View PostAbyss, on 31 March 2025 - 07:30 PM, said:

View Postpolishgenius, on 31 March 2025 - 05:55 PM, said:

View PostAbyss, on 31 March 2025 - 05:37 PM, said:

Next up... not sure... maybe feeling some scifi.




View PostChance, on 27 March 2025 - 08:36 PM, said:

Starting up Ninefox Gambit haven't read it in several years and I wanted something delightfully bizarre.



Chance giving you advice clairvoyantly before you even posted.
...


...free w Audible+.... weeeEEEEEeeeeeellllll thennnnnn.....

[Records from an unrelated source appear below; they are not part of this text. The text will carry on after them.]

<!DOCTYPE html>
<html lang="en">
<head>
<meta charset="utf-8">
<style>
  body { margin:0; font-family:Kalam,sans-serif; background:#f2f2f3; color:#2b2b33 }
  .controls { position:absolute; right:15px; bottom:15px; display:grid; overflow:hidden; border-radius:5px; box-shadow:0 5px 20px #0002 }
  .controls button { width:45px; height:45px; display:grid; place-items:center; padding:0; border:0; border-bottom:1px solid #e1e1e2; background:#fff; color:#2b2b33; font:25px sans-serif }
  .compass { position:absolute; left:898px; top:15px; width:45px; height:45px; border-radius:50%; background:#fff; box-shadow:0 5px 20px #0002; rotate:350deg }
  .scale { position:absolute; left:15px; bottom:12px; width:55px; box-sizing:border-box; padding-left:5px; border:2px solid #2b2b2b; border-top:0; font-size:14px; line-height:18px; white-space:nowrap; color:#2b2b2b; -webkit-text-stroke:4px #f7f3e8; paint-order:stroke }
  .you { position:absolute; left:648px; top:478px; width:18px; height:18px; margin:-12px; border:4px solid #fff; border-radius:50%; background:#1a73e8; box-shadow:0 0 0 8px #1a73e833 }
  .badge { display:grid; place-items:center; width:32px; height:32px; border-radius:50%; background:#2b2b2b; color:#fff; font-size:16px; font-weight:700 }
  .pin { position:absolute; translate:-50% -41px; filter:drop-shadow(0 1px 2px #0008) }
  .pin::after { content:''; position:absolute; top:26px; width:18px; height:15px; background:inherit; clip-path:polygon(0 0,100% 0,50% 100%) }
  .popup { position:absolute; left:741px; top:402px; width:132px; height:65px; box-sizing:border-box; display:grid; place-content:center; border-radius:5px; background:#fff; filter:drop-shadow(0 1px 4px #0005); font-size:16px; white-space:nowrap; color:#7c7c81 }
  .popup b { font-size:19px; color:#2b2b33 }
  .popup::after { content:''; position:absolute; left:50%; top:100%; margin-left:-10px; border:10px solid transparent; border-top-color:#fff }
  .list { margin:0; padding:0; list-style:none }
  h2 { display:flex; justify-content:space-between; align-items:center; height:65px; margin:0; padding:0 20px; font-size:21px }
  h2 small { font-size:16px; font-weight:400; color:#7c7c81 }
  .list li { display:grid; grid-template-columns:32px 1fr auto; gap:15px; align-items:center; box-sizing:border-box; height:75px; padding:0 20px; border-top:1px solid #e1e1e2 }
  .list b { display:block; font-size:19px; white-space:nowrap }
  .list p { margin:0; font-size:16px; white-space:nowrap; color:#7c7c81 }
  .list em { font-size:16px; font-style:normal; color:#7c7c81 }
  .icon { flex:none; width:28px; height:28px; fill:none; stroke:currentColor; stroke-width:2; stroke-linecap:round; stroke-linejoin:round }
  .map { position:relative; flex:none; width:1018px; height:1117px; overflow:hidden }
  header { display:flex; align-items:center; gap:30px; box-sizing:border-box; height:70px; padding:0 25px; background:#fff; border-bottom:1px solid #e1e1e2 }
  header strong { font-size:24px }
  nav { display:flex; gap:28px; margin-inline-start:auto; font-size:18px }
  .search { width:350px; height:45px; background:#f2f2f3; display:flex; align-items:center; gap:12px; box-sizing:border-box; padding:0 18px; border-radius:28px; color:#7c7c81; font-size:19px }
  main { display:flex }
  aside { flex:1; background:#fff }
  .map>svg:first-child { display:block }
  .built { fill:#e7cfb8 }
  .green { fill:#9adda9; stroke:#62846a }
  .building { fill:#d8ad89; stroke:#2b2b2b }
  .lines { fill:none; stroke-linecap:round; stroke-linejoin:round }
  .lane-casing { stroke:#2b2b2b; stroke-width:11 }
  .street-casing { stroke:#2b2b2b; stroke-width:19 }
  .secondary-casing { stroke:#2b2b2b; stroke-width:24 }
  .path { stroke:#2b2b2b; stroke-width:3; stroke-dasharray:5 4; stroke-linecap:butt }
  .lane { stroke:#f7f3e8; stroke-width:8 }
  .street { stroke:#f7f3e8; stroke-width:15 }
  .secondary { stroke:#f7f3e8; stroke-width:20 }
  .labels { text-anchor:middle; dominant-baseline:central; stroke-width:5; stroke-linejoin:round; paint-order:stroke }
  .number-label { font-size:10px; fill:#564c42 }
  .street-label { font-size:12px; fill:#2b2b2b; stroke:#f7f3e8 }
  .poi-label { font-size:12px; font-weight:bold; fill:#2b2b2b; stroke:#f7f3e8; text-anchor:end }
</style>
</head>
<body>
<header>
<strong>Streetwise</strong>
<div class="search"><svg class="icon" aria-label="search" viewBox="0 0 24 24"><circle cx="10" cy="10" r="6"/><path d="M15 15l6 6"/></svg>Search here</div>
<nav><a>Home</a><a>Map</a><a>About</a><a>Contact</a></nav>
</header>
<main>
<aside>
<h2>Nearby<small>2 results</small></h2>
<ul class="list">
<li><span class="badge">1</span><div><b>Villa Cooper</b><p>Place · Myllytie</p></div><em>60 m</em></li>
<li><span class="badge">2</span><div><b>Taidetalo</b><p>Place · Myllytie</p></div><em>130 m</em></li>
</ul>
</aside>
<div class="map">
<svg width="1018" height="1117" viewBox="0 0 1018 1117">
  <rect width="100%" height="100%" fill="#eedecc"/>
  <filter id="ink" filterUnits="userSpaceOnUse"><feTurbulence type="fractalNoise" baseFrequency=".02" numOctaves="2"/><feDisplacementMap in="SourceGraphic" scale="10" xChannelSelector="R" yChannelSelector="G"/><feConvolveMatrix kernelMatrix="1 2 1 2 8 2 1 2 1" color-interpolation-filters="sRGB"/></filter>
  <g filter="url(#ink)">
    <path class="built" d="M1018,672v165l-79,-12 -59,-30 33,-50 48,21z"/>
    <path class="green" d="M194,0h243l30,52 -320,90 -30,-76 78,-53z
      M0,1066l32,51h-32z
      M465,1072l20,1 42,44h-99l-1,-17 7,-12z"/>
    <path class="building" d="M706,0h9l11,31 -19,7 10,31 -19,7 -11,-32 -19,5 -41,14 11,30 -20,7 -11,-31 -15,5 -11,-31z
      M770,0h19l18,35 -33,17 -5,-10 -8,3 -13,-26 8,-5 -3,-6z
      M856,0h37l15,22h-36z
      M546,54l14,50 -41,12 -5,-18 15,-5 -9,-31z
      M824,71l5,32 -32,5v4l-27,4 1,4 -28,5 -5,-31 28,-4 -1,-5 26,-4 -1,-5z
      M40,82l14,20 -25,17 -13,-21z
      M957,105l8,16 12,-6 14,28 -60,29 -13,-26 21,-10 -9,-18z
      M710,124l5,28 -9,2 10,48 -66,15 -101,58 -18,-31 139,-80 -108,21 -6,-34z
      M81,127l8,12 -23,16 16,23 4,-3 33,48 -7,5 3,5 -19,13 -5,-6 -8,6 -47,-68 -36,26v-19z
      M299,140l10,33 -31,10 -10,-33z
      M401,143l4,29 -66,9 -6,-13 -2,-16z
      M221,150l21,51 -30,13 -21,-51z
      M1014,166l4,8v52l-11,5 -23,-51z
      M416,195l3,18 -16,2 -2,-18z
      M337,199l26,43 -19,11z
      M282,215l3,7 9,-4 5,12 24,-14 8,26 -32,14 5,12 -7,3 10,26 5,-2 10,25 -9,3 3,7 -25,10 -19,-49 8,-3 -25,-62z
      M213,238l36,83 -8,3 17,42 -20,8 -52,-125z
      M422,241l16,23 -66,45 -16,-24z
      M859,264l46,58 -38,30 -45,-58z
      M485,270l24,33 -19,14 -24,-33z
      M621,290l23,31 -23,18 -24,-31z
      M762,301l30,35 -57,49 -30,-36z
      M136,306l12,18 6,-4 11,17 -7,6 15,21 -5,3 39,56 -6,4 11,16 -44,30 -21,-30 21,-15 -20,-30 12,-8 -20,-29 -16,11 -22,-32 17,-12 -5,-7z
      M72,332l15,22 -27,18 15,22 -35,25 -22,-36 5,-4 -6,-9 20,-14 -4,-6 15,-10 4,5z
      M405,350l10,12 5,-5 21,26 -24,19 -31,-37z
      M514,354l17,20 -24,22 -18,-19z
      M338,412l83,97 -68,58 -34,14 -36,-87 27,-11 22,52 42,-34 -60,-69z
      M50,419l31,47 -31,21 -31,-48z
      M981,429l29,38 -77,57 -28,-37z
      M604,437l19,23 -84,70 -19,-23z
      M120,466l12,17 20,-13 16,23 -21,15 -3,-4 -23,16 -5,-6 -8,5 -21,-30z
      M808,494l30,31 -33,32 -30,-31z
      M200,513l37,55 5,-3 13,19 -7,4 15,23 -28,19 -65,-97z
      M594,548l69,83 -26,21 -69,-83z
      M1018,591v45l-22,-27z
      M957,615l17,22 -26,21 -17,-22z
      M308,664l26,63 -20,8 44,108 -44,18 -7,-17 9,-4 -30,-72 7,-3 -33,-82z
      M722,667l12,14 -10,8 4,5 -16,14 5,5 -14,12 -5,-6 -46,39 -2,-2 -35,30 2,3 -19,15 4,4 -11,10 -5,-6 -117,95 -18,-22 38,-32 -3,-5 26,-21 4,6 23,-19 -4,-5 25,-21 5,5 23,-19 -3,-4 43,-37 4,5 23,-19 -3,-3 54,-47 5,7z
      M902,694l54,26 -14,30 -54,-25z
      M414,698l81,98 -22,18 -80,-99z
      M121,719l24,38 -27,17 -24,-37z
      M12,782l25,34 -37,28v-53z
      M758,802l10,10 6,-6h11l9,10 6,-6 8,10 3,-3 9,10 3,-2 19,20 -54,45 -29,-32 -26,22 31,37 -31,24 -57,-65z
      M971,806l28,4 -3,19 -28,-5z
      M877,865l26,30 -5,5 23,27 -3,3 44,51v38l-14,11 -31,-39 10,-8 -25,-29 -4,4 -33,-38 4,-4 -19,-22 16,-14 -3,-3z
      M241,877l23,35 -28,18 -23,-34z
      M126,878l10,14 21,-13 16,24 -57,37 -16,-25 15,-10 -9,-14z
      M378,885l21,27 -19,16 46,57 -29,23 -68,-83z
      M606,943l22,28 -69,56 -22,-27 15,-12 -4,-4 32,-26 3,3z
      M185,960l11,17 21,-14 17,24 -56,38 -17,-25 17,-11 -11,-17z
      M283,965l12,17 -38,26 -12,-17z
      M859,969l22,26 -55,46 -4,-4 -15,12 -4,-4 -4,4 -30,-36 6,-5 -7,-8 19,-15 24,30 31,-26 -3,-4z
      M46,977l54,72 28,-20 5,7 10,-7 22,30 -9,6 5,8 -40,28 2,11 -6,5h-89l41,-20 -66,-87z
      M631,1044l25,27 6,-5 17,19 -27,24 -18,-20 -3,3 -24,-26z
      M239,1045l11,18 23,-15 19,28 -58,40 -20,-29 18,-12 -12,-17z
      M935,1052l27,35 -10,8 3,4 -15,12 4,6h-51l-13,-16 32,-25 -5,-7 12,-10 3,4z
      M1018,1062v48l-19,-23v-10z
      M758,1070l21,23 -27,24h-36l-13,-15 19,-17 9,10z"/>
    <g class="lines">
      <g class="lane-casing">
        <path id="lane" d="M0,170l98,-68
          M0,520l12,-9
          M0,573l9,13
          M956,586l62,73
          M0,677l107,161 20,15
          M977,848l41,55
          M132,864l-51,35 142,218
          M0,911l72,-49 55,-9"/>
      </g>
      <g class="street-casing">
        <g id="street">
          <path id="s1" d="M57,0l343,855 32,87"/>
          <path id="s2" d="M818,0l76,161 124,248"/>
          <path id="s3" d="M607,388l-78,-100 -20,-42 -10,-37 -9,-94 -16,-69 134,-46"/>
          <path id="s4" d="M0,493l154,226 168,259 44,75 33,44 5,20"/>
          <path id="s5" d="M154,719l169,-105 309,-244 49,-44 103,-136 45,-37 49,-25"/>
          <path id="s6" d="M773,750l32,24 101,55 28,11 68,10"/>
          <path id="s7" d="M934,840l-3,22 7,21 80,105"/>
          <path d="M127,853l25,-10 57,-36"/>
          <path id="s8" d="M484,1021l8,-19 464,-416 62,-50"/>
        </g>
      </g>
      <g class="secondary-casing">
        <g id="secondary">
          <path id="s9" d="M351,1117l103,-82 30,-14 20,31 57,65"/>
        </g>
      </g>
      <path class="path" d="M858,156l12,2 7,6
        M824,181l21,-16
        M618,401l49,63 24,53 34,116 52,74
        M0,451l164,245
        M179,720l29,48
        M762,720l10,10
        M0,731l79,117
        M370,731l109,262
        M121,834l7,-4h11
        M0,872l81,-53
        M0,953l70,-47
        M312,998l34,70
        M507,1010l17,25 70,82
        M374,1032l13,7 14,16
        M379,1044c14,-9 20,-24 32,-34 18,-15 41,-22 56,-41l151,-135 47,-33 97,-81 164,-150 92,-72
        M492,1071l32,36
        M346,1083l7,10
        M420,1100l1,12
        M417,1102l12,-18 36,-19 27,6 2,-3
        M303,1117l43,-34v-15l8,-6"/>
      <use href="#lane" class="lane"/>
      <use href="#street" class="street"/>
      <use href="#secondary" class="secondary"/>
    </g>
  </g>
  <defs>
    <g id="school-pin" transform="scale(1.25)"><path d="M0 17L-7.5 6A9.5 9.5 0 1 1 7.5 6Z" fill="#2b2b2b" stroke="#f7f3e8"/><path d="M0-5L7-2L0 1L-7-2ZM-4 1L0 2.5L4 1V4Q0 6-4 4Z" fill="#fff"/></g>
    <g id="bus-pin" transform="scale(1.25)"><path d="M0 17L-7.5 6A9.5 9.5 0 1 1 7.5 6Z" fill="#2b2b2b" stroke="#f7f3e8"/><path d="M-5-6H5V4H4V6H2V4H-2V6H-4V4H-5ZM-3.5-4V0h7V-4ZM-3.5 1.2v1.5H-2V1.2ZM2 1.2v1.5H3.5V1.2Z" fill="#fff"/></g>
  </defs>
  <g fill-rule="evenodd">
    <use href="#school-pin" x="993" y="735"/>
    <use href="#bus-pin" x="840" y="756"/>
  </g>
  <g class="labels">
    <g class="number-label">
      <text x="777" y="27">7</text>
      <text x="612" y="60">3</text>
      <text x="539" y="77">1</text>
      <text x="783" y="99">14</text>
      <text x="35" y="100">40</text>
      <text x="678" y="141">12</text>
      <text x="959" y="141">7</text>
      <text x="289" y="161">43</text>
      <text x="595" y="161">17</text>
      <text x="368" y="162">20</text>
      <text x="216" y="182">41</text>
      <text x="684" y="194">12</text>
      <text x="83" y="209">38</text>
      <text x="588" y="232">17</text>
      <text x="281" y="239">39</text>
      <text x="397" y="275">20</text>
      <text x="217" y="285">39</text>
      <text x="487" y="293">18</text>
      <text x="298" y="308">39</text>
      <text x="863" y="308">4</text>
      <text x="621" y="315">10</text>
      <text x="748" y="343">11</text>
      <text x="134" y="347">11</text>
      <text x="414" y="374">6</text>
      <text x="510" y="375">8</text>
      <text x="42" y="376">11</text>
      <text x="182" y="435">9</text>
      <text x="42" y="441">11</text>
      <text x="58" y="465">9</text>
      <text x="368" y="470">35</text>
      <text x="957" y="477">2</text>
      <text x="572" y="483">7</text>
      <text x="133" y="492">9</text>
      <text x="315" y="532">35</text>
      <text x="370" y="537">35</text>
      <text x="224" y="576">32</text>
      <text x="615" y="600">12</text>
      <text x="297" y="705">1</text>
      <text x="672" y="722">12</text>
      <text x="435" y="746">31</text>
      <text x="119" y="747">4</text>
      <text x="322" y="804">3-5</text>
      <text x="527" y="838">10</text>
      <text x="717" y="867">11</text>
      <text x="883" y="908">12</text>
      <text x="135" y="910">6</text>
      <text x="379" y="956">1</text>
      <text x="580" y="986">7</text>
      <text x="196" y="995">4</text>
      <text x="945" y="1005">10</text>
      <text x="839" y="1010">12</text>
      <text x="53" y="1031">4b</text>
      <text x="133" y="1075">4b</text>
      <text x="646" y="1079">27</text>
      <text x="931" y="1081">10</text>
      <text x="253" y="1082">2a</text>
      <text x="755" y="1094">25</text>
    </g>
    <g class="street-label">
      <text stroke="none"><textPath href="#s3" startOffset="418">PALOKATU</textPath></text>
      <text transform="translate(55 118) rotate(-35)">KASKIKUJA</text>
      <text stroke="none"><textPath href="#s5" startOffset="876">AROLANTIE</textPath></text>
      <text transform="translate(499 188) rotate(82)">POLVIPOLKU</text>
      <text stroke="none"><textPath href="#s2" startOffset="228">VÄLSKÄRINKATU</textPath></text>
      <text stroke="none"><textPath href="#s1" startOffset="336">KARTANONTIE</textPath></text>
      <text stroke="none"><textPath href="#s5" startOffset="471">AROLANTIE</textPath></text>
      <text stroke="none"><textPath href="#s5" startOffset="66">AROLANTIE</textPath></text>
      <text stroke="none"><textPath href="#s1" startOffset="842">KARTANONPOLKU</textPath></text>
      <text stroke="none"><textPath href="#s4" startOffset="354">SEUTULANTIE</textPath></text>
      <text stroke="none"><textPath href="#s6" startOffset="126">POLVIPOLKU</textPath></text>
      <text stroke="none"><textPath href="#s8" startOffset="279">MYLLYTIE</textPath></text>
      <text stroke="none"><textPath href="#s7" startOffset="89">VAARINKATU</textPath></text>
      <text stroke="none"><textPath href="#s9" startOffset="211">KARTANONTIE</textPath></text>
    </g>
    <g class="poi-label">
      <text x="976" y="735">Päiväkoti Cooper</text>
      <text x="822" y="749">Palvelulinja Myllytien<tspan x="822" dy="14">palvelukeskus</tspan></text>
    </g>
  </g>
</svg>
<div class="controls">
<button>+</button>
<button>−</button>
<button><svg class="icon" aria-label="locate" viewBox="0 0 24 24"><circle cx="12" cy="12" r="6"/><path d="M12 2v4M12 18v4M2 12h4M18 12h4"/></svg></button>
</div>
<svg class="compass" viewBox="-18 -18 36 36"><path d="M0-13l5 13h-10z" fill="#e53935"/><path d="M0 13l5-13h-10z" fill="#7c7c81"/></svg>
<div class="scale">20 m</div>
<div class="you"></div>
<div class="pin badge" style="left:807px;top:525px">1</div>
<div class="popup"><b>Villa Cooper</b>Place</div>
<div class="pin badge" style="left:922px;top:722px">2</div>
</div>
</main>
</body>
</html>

Started NINEFOX, loved the opening, was intrigued by the worldbuilding.... unfortunately a randon reddit review flipped me over to DRAGON DAY by Bob Proehl. It's an audible original, and i kid you not, it's an absolutely shameless rip of World War Z, only with dragons instead of zombies, and even the dragons are largely pulled right out of the REIGN OF FIRE movie. Seriously, the extent to which this is ripping off the (near perfect) WWZ audiobook is shocking...,. celebrity narrators, stories that rotate through repeating characters with one-shots, tracking the start of the infestation through its stages as a retrospective spoken history, it's truly not even pretending otherwise. That said, 2hrs into a 7hr earbook, it's great! The author to their credit isn't afraid to go really dark, he's got baby dragons attacking a summer camp early on and it is viscerally uncomfortable and the voice actors just nail the delivery. I am reminded of ROBOPOCALYPSE, which was supposed to be WWZ robots but turned into some weird sexbot AI liberation thing i barely finished, but am cautiously optimistic this can stick the landing better.
THEN i'll go back to the Hexagon people and their weird calendars.